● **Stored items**
──────────────────────────────

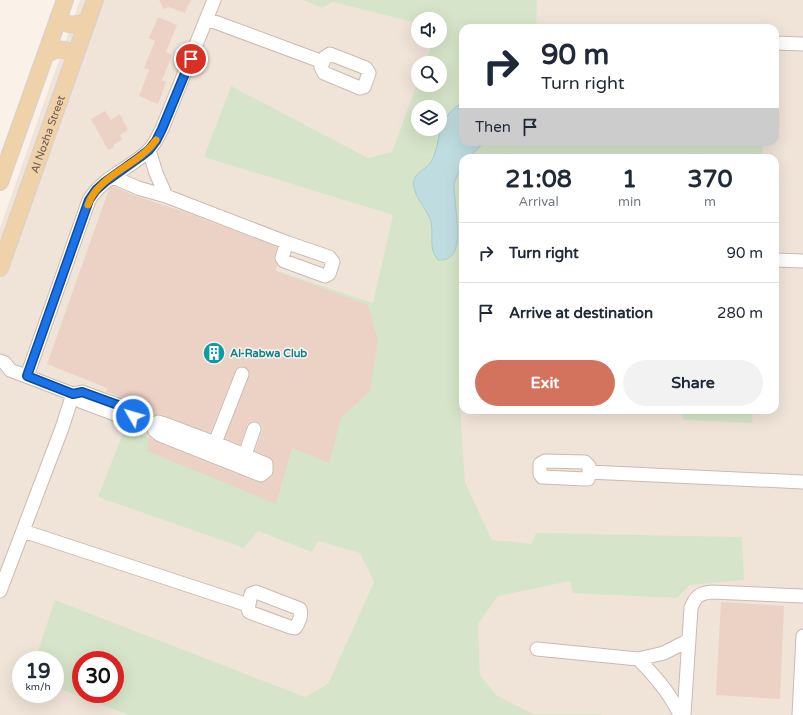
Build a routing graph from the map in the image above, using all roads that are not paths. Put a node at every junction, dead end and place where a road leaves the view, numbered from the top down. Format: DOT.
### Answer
graph roads {
  1 [pos="65,0"];
  2 [pos="95,0"];
  3 [pos="214,0"];
  4 [pos="58,19"];
  5 [pos="207,19"];
  6 [pos="86,20"];
  7 [pos="779,43"];
  8 [pos="803,44"];
  9 [pos="46,55"];
  10 [pos="75,56"];
  11 [pos="323,62"];
  12 [pos="149,150"];
  13 [pos="113,177"];
  14 [pos="0,182"];
  15 [pos="166,196"];
  16 [pos="288,243"];
  17 [pos="779,260"];
  18 [pos="803,261"];
  19 [pos="0,268"];
  20 [pos="3,368"];
  21 [pos="242,374"];
  22 [pos="27,376"];
  23 [pos="73,394"];
  24 [pos="254,429"];
  25 [pos="215,448"];
  26 [pos="245,455"];
  27 [pos="589,472"];
  28 [pos="803,482"];
  29 [pos="22,530"];
  30 [pos="0,591"];
  31 [pos="803,596"];
  32 [pos="248,605"];
  33 [pos="803,636"];
  34 [pos="689,640"];
  35 [pos="537,648"];
  36 [pos="638,659"];
  37 [pos="680,715"];
  38 [pos="684,715"];
  39 [pos="799,715"];
  1 -- 4 [label="main road"];
  2 -- 6 [label="main road, Al Nozha Street"];
  3 -- 5 [label="street"];
  4 -- 6 [label="main road"];
  4 -- 9 [label="main road"];
  5 -- 11 [label="street"];
  5 -- 12 [label="street"];
  6 -- 10 [label="main road, Al Nozha Street"];
  7 -- 8 [label="street"];
  9 -- 10 [label="main road"];
  9 -- 14 [label="main road"];
  10 -- 19 [label="main road, Al Nozha Street"];
  12 -- 13 [label="street"];
  12 -- 15 [label="street"];
  13 -- 15 [label="street"];
  13 -- 22 [label="street"];
  15 -- 16 [label="street"];
  17 -- 18 [label="street"];
  20 -- 22 [label="street"];
  21 -- 25 [label="street"];
  22 -- 23 [label="street"];
  23 -- 25 [label="street"];
  23 -- 29 [label="street"];
  24 -- 26 [label="street"];
  25 -- 26 [label="street"];
  25 -- 26 [label="street"];
  27 -- 28 [label="street"];
  29 -- 30 [label="street"];
  29 -- 32 [label="street"];
  31 -- 34 [label="street"];
  33 -- 39 [label="street"];
  34 -- 36 [label="street"];
  34 -- 38 [label="street"];
  35 -- 36 [label="street"];
  36 -- 37 [label="street"];
}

──────────────────────────────

● **What the task asks**
Word for word and without any pictures, return all of the lines above.

● **Problem solution**
Build a routing graph from the map in the image above, using all roads that are not paths. Put a node at every junction, dead end and place where a road leaves the view, numbered from the top down. Format: DOT.
### Answer
graph roads {
  1 [pos="65,0"];
  2 [pos="95,0"];
  3 [pos="214,0"];
  4 [pos="58,19"];
  5 [pos="207,19"];
  6 [pos="86,20"];
  7 [pos="779,43"];
  8 [pos="803,44"];
  9 [pos="46,55"];
  10 [pos="75,56"];
  11 [pos="323,62"];
  12 [pos="149,150"];
  13 [pos="113,177"];
  14 [pos="0,182"];
  15 [pos="166,196"];
  16 [pos="288,243"];
  17 [pos="779,260"];
  18 [pos="803,261"];
  19 [pos="0,268"];
  20 [pos="3,368"];
  21 [pos="242,374"];
  22 [pos="27,376"];
  23 [pos="73,394"];
  24 [pos="254,429"];
  25 [pos="215,448"];
  26 [pos="245,455"];
  27 [pos="589,472"];
  28 [pos="803,482"];
  29 [pos="22,530"];
  30 [pos="0,591"];
  31 [pos="803,596"];
  32 [pos="248,605"];
  33 [pos="803,636"];
  34 [pos="689,640"];
  35 [pos="537,648"];
  36 [pos="638,659"];
  37 [pos="680,715"];
  38 [pos="684,715"];
  39 [pos="799,715"];
  1 -- 4 [label="main road"];
  2 -- 6 [label="main road, Al Nozha Street"];
  3 -- 5 [label="street"];
  4 -- 6 [label="main road"];
  4 -- 9 [label="main road"];
  5 -- 11 [label="street"];
  5 -- 12 [label="street"];
  6 -- 10 [label="main road, Al Nozha Street"];
  7 -- 8 [label="street"];
  9 -- 10 [label="main road"];
  9 -- 14 [label="main road"];
  10 -- 19 [label="main road, Al Nozha Street"];
  12 -- 13 [label="street"];
  12 -- 15 [label="street"];
  13 -- 15 [label="street"];
  13 -- 22 [label="street"];
  15 -- 16 [label="street"];
  17 -- 18 [label="street"];
  20 -- 22 [label="street"];
  21 -- 25 [label="street"];
  22 -- 23 [label="street"];
  23 -- 25 [label="street"];
  23 -- 29 [label="street"];
  24 -- 26 [label="street"];
  25 -- 26 [label="street"];
  25 -- 26 [label="street"];
  27 -- 28 [label="street"];
  29 -- 30 [label="street"];
  29 -- 32 [label="street"];
  31 -- 34 [label="street"];
  33 -- 39 [label="street"];
  34 -- 36 [label="street"];
  34 -- 38 [label="street"];
  35 -- 36 [label="street"];
  36 -- 37 [label="street"];
}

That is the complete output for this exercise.